GIVEN DATA:

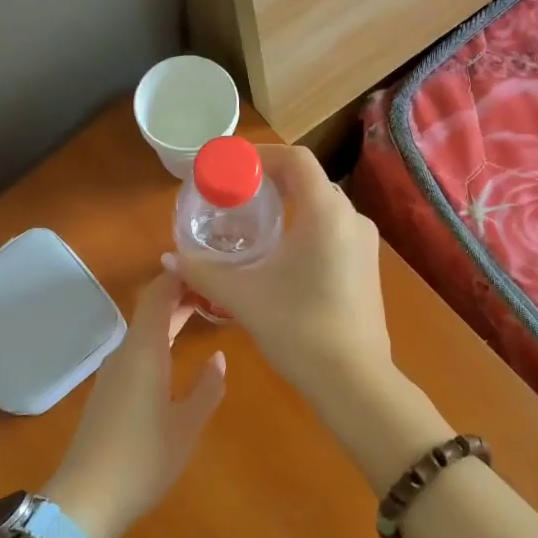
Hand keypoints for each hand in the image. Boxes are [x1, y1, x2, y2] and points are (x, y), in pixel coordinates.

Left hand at [43, 270, 225, 537]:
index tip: (212, 266)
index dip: (182, 274)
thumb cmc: (142, 459)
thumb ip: (207, 388)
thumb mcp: (187, 426)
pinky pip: (138, 350)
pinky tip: (178, 351)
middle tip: (220, 290)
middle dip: (183, 294)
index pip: (159, 294)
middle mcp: (125, 353)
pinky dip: (161, 338)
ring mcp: (114, 373)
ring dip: (172, 317)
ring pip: (145, 330)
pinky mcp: (109, 392)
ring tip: (206, 313)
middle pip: (152, 308)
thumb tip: (219, 358)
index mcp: (144, 350)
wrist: (86, 500)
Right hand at [163, 144, 391, 402]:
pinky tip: (281, 255)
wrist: (354, 381)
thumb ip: (203, 271)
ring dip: (289, 206)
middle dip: (270, 182)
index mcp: (325, 212)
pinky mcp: (368, 266)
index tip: (229, 169)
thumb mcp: (243, 296)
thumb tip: (169, 258)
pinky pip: (333, 230)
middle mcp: (351, 218)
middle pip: (308, 181)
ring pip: (322, 207)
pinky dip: (305, 228)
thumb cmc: (298, 328)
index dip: (260, 156)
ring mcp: (365, 243)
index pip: (295, 159)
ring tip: (253, 224)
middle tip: (233, 196)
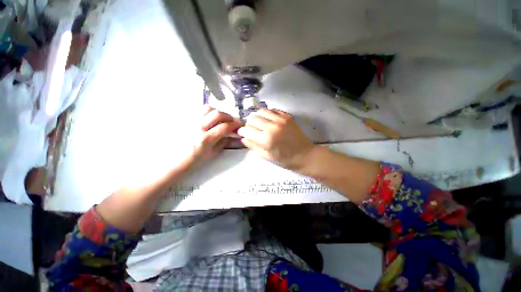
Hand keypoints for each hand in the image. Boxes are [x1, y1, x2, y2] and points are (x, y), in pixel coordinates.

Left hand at [192, 106, 241, 162]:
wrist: (173, 161)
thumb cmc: (193, 161)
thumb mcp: (212, 154)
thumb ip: (224, 143)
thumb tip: (234, 136)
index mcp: (206, 139)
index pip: (225, 127)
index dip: (235, 125)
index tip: (241, 125)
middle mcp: (198, 127)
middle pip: (218, 114)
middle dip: (229, 117)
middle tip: (232, 122)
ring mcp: (191, 121)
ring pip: (208, 108)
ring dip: (218, 113)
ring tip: (221, 120)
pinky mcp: (187, 119)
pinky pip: (200, 110)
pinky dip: (209, 113)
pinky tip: (211, 120)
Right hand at [237, 109, 315, 169]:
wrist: (305, 155)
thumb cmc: (285, 159)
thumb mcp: (266, 156)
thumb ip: (253, 146)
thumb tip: (243, 137)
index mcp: (266, 140)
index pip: (247, 130)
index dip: (242, 131)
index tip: (243, 133)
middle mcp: (272, 126)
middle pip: (252, 119)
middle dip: (249, 124)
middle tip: (252, 130)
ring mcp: (280, 119)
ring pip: (261, 111)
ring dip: (257, 117)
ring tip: (260, 124)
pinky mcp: (287, 116)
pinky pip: (272, 110)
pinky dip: (268, 114)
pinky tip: (269, 120)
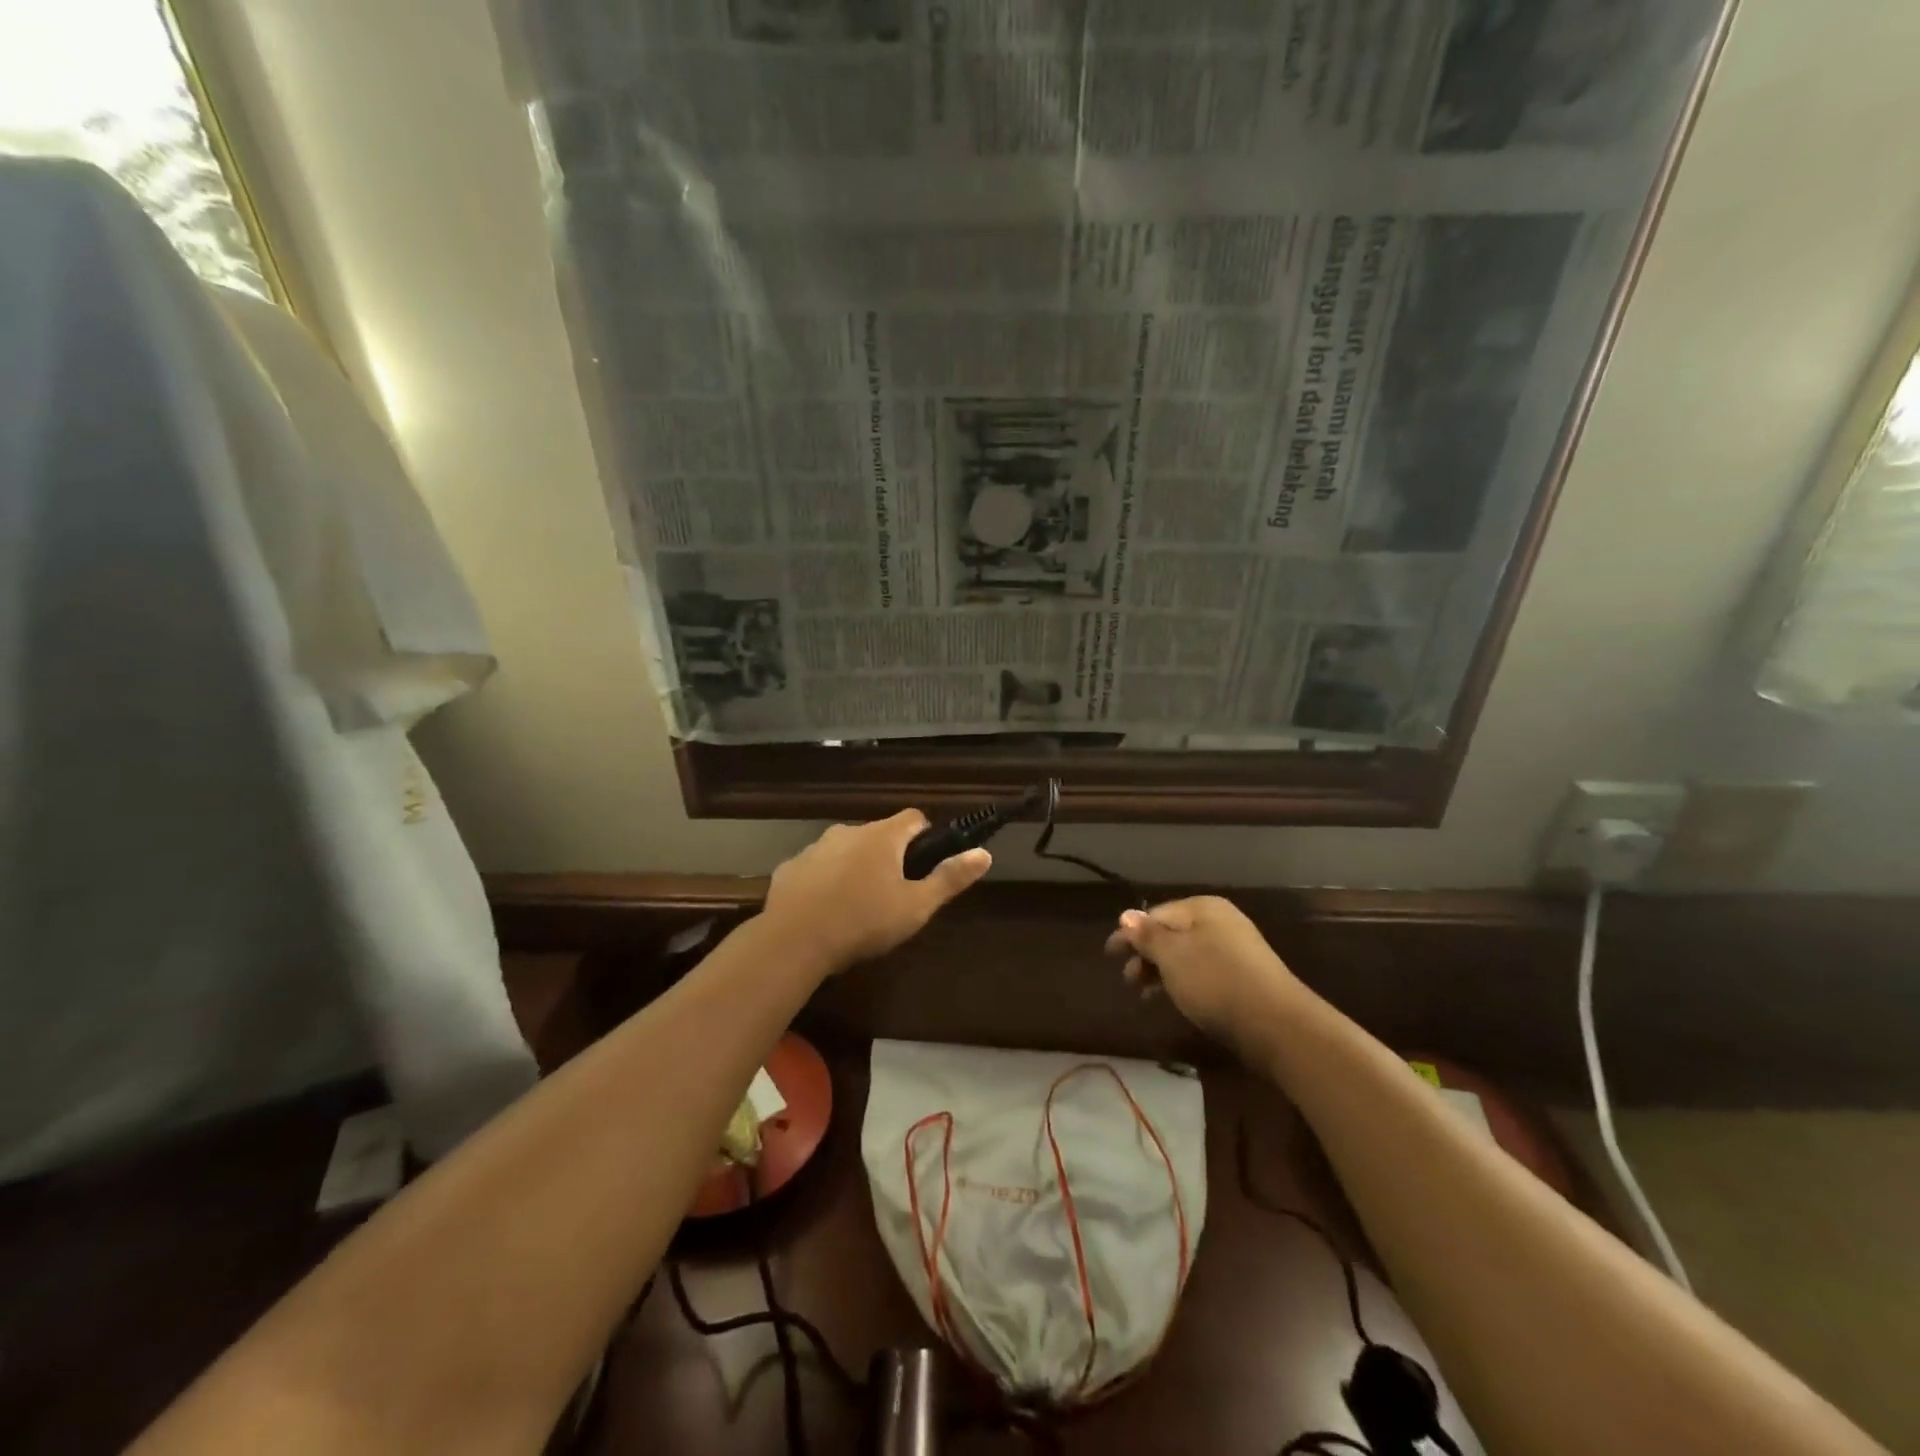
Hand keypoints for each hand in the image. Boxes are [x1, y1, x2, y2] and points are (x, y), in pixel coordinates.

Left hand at [762, 810, 989, 971]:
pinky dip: (825, 881)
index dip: (925, 837)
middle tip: (895, 894)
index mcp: (883, 836)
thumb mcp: (916, 906)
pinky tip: (825, 911)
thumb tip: (984, 853)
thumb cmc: (864, 921)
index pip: (914, 818)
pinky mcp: (791, 867)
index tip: (926, 864)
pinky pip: (817, 868)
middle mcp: (849, 831)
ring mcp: (816, 847)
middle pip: (879, 835)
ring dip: (856, 867)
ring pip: (846, 850)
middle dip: (889, 857)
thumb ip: (950, 878)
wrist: (794, 940)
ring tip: (858, 906)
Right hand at [1105, 896, 1305, 1051]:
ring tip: (1145, 994)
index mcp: (1202, 907)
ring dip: (1162, 971)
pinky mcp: (1245, 977)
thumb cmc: (1215, 981)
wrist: (1277, 1024)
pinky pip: (1202, 971)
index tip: (1109, 955)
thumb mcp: (1172, 956)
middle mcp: (1220, 921)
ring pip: (1186, 955)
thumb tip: (1126, 915)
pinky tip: (1176, 999)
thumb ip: (1147, 935)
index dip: (1129, 934)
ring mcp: (1236, 949)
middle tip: (1128, 980)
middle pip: (1171, 934)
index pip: (1155, 914)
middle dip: (1146, 955)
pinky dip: (1183, 982)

TASK REQUIREMENTS:
All of the lines above must be printed again exactly, and no picture may appear in the copy.

TASK OUTPUT:
Hand keypoints for each hand in the image. Boxes are [x1, y1, x2, y2] and points are (x, y), in pixel coordinates.

Left hand at [43, 270, 225, 537]:
index tip: (212, 266)
index dip: (182, 274)
thumb cmc: (142, 459)
thumb ip: (207, 388)
thumb mcp: (187, 426)
pinky pip: (138, 350)
pinky tip: (178, 351)
middle tip: (220, 290)
middle dip: (183, 294)
index pip: (159, 294)
middle mcp: (125, 353)
pinky dip: (161, 338)
ring mcp: (114, 373)
ring dip: (172, 317)
ring pip: (145, 330)
pinky mcp: (109, 392)
ring tip: (206, 313)
middle pip: (152, 308)
thumb tip: (219, 358)
index mcp: (144, 350)
wrist: (86, 500)
Right hand at [163, 144, 391, 402]:
pinky tip: (281, 255)
wrist: (354, 381)
thumb ip: (203, 271)
ring dip: (289, 206)
middle dip: (270, 182)
index mcp: (325, 212)
pinky mcp: (368, 266)
index tip: (229, 169)
thumb mcp: (243, 296)
thumb tip: (169, 258)
pinky pip: (333, 230)
middle mcp: (351, 218)
middle pip: (308, 181)
ring pip: (322, 207)
pinky dip: (305, 228)
thumb cmc: (298, 328)
index dip: (260, 156)
ring mcp: (365, 243)
index pip: (295, 159)
ring tip: (253, 224)
middle tip: (233, 196)
Hand keypoints for each hand in the image. Boxes are [x1, y1, x2, y2] and points are (x, y), in pixel coordinates.

Left hand at [192, 106, 241, 162]:
wrist: (173, 161)
thumb cmc: (193, 161)
thumb mcp: (212, 154)
thumb ip: (224, 143)
thumb tip: (234, 136)
index mcp: (206, 139)
index pip: (225, 127)
index dip: (235, 125)
index tip: (241, 125)
middle mcp: (198, 127)
middle pip: (218, 114)
middle dip: (229, 117)
middle tip: (232, 122)
ring mcp: (191, 121)
ring pip: (208, 108)
ring dip: (218, 113)
ring tip: (221, 120)
pinky mcp: (187, 119)
pinky pip: (200, 110)
pinky dip: (209, 113)
pinky tip: (211, 120)
Right hand at [237, 109, 315, 169]:
wrist: (305, 155)
thumb cmc: (285, 159)
thumb mcp: (266, 156)
thumb ip: (253, 146)
thumb tip: (243, 137)
index mcp: (266, 140)
index pip: (247, 130)
index dip: (242, 131)
index tip: (243, 133)
middle mcp: (272, 126)
middle pip: (252, 119)
middle dip: (249, 124)
middle tip: (252, 130)
ring mcp: (280, 119)
ring pip: (261, 111)
ring dip: (257, 117)
ring tip: (260, 124)
pinky mcp: (287, 116)
pinky pip: (272, 110)
pinky dip: (268, 114)
pinky tip: (269, 120)
Hand keypoints for each hand in the image. Boxes are [x1, y1, x2, y2] and points are (x, y), in pixel coordinates.

Left hand at [762, 810, 989, 971]:
pinky dip: (825, 881)
index dip: (925, 837)
middle tip: (895, 894)
index mcp: (883, 836)
thumb mcp: (916, 906)
pinky tip: (825, 911)
thumb tip: (984, 853)
thumb cmc: (864, 921)
index pip: (914, 818)
pinky mcp: (791, 867)
index tip: (926, 864)
pinky pip: (817, 868)
middle mcp: (849, 831)
ring mcp: (816, 847)
middle pip: (879, 835)
ring dip: (856, 867)
ring pip: (846, 850)
middle dip: (889, 857)
thumb ip: (950, 878)
wrist: (794, 940)
ring tip: (858, 906)
Right hand at [1105, 896, 1305, 1051]:
ring tip: (1145, 994)
index mcp: (1202, 907)
ring dip: (1162, 971)
pinky mcp: (1245, 977)
thumb cmc: (1215, 981)
wrist: (1277, 1024)
pinky pip: (1202, 971)
index tip: (1109, 955)
thumb mcp: (1172, 956)
middle mcp: (1220, 921)
ring pip: (1186, 955)
thumb tip: (1126, 915)
pinky tip: (1176, 999)
thumb ip: (1147, 935)
index dip: (1129, 934)
ring mcp: (1236, 949)
middle tip: (1128, 980)
middle pip: (1171, 934)
index pip: (1155, 914)
middle dip: (1146, 955)
pinky dip: (1183, 982)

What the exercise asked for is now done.